For decades, Liberia has spoken endlessly about economic transformation, industrialization, job creation, and private sector growth. Politicians have promised it. Policy papers have preached it. Conferences have debated it. Yet, too often, the country has remained trapped in a cycle of exporting raw materials while importing poverty, unemployment, and dependency.
That is why the growing expansion of Jeety Rubber and the revival of the Salala Rubber Corporation deserve serious national attention beyond politics, personality, or public relations.

What is unfolding in Weala, Margibi County is not merely the reopening of a rubber plantation. It is a rare example of what Liberia has long needed: productive investment tied directly to jobs, industrial growth, local community development, and long-term economic vision.
When U.S. Charge d’Affaires Joseph Zadrozny visited the facility and publicly praised the operation, his comments carried significance beyond diplomacy. He essentially highlighted something many Liberians themselves have repeatedly demanded: investors who do not merely extract wealth from Liberia but reinvest in people, infrastructure, and opportunity.

Our country’s tragedy over the years has not been the absence of natural resources. It has been the absence of value addition.
For more than a century, this country has exported raw rubber while other countries transformed those same resources into tires, industrial products, and billions in economic value abroad. Meanwhile, Liberians remained largely spectators in the value chain of their own natural wealth.

Now comes businessman Upjit Singh Sachdeva (Jeety) with an ambitious declaration: producing made-in-Liberia tires by 2028.
Some may dismiss the vision as overly ambitious. Others may question whether it can realistically be achieved. But ambition itself should not be mocked in Liberia. In fact, ambition is precisely what the country desperately needs more of.

Liberia cannot develop if every major dream is met first with cynicism.
What makes the Jeety story particularly important is not simply the expansion of a factory. It is the broader ecosystem surrounding the investment: schools, clinics, maternity wards, science laboratories, worker employment, scholarships, community wells, and local economic activity.

That is how sustainable investment should function.
A factory that grows while surrounding communities remain abandoned eventually breeds resentment and instability. Liberia has witnessed this repeatedly across concession areas where tensions exploded because communities felt excluded from the wealth generated on their own land.
The previous collapse of SRC under its former ownership should remain a painful reminder of that reality.

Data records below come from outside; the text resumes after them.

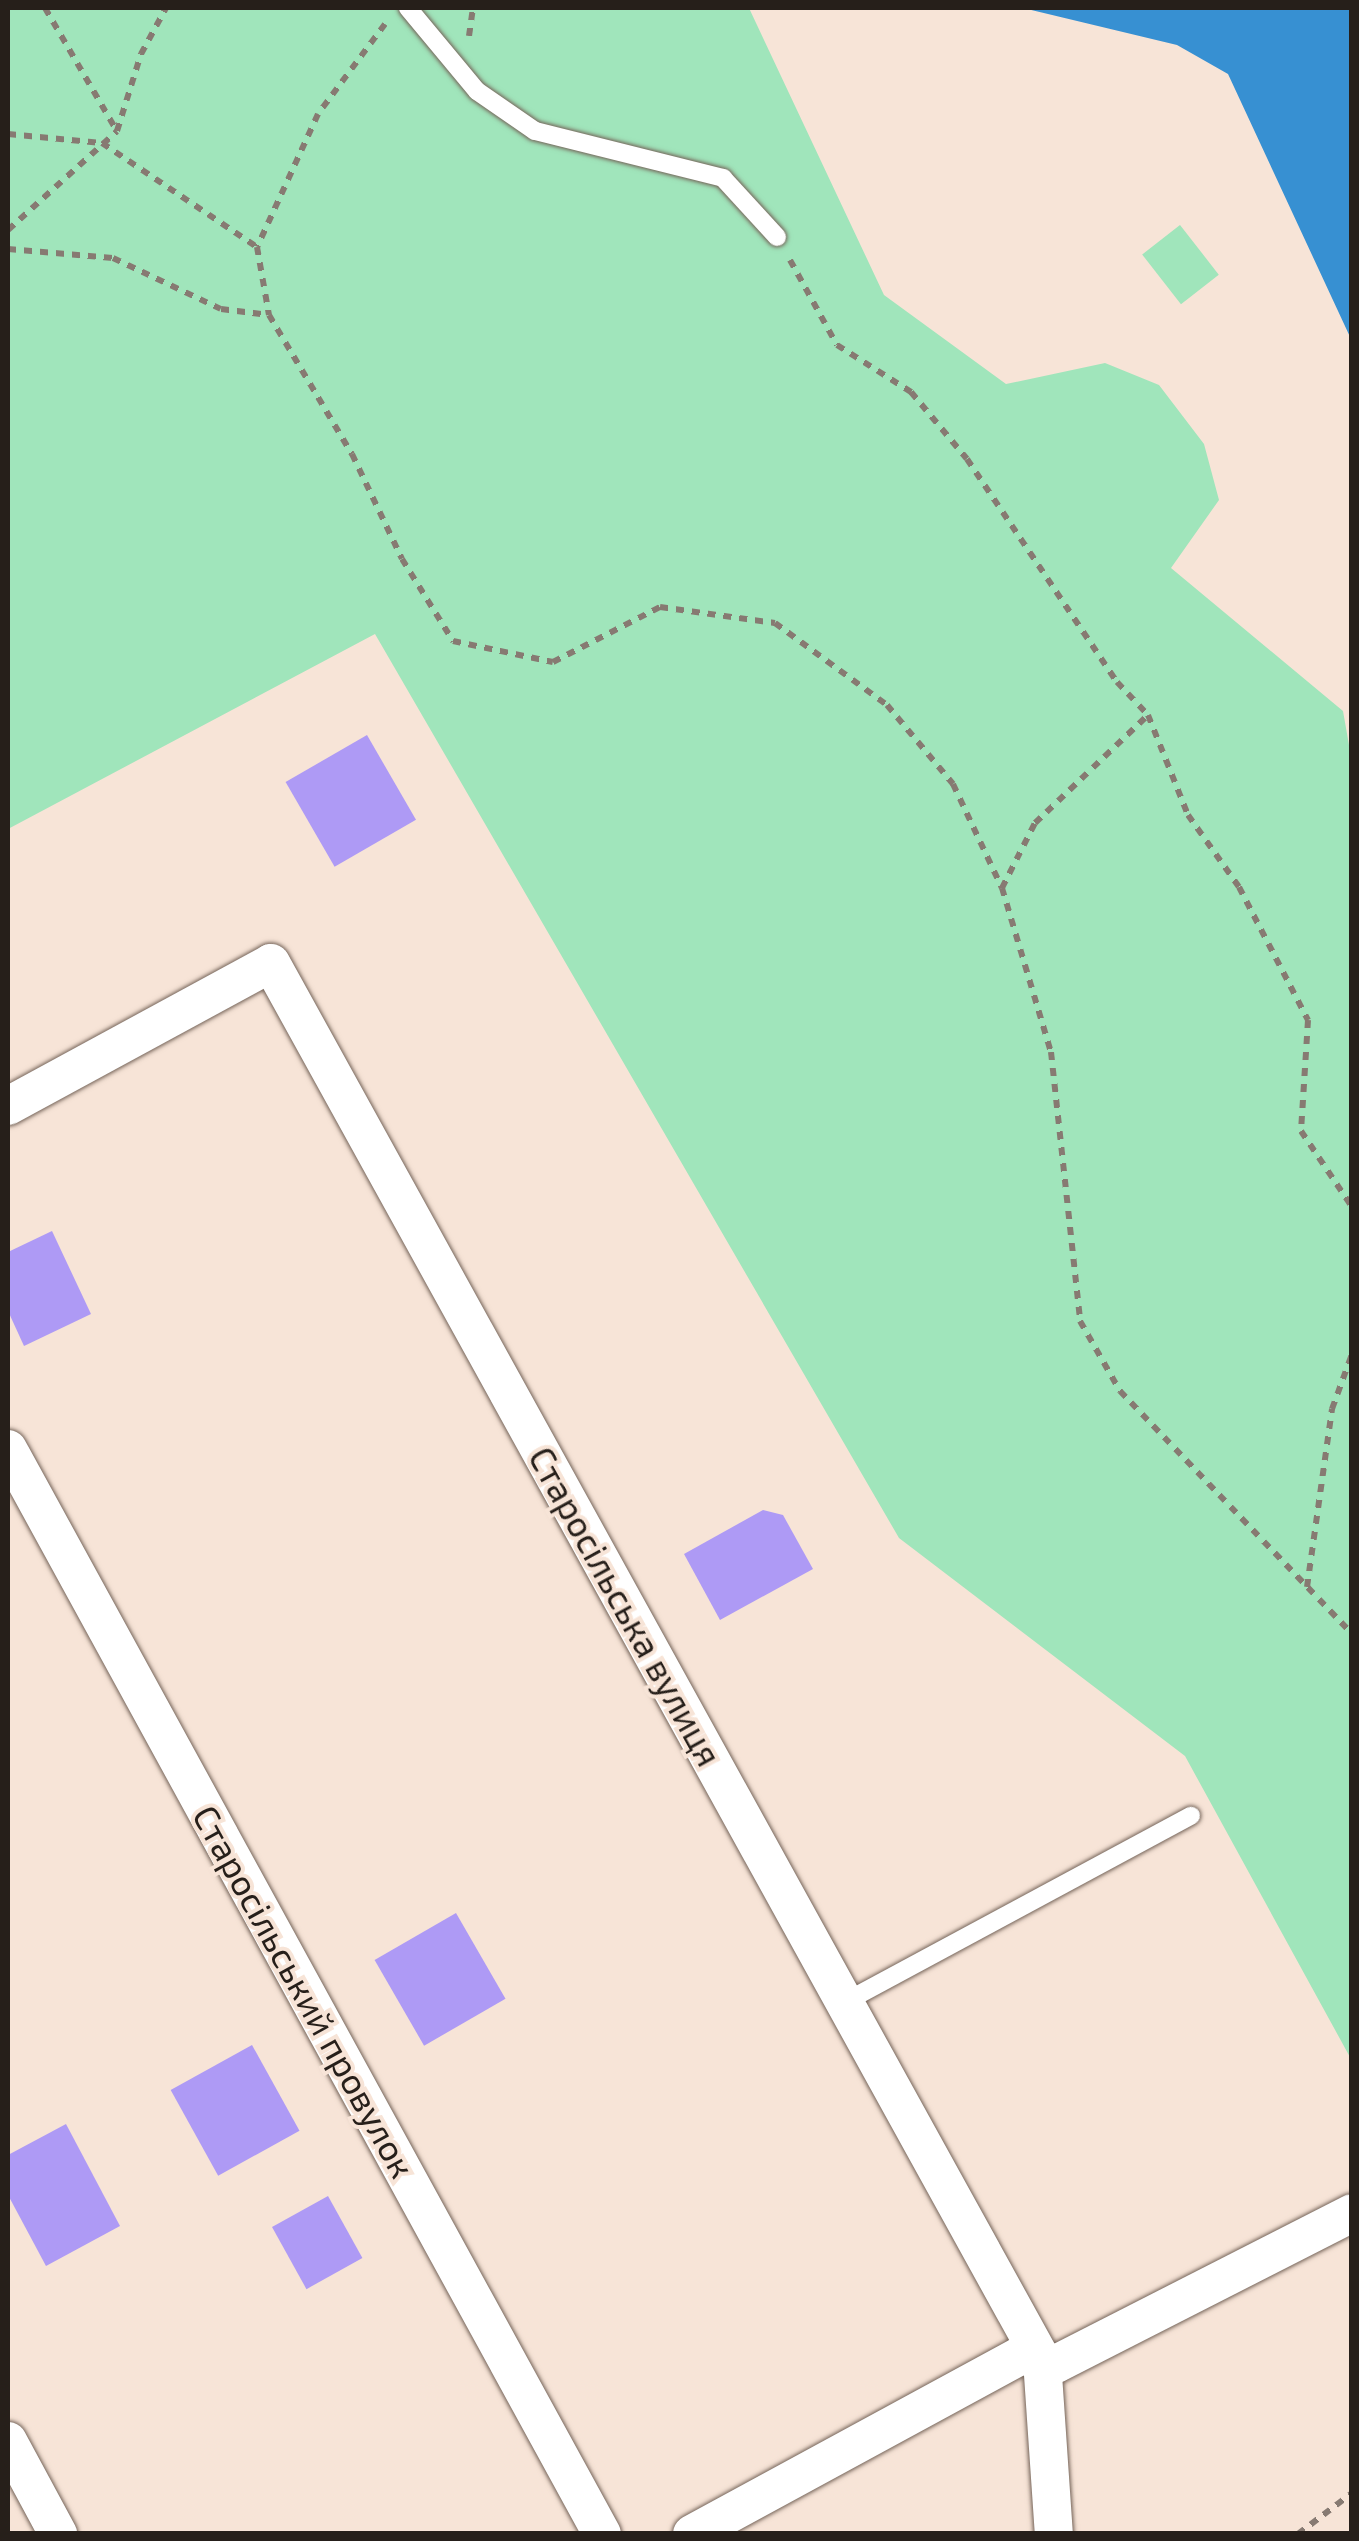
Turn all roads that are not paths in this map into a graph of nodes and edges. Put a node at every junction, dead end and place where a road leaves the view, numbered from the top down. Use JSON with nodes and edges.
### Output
{"nodes":[{"id":1,"x":408,"y":8,"type":"edge"},
{"id":2,"x":777,"y":237,"type":"road end"},
{"id":3,"x":8,"y":1106,"type":"edge"},
{"id":4,"x":8,"y":1449,"type":"edge"},
{"id":5,"x":1191,"y":1816,"type":"dead end"},
{"id":6,"x":845,"y":2002,"type":"junction"},
{"id":7,"x":1352,"y":2213,"type":"edge"},
{"id":8,"x":1042,"y":2360,"type":"junction"},
{"id":9,"x":8,"y":2441,"type":"edge"},
{"id":10,"x":58,"y":2534,"type":"edge"},
{"id":11,"x":602,"y":2534,"type":"edge"},
{"id":12,"x":692,"y":2534,"type":"edge"},
{"id":13,"x":1054,"y":2534,"type":"edge"}],
"edges":[{"from":1,"to":2,"type":"lane"},
{"from":3,"to":6,"type":"street","name":"Старосільська вулиця"},
{"from":4,"to":11,"type":"street","name":"Старосільський провулок"},
{"from":5,"to":6,"type":"lane"},
{"from":6,"to":8,"type":"street","name":"Старосільська вулиця"},
{"from":7,"to":8,"type":"street"},
{"from":8,"to":12,"type":"street"},
{"from":8,"to":13,"type":"street","name":"Старосільська вулиця"},
{"from":9,"to":10,"type":"street"}]}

The violent protests, allegations surrounding poor housing and healthcare conditions, and eventual shutdown exposed the dangers of neglecting workers and communities. Hundreds lost jobs. Entire families suffered. Economic activity collapsed.
Today, the situation appears different.
But while the current progress deserves praise, it must also invite accountability and caution. Liberia has historically celebrated investors at the beginning only to later confront labor disputes, environmental concerns, or governance failures after public excitement fades.

The government, workers, communities, and civil society must therefore ensure that expansion is matched by transparency, fair labor practices, environmental protection, and long-term sustainability.
At the same time, the Liberian government itself must ask hard questions.
Why are such transformative industrial ambitions still so rare in Liberia?

Why do many investors still struggle with electricity shortages, bad roads, port inefficiencies, excessive bureaucracy, and weak financing systems?
Why does Liberia continue exporting raw materials rather than aggressively pursuing manufacturing and industrial processing?
If Liberia truly wants economic transformation, then the Jeety model — imperfect as it may still be — should become part of a broader national conversation about industrialization.

The future of Liberia cannot depend solely on government jobs, donor funding, and raw exports.
The future must involve factories, processing plants, manufacturing, technology, agriculture, and local value addition.
Most importantly, Liberia must begin rewarding productivity more than politics.

The lesson from Weala is simple: when investment is tied to production, employment, and community impact, people begin to see hope again.
That hope must now spread beyond Margibi County.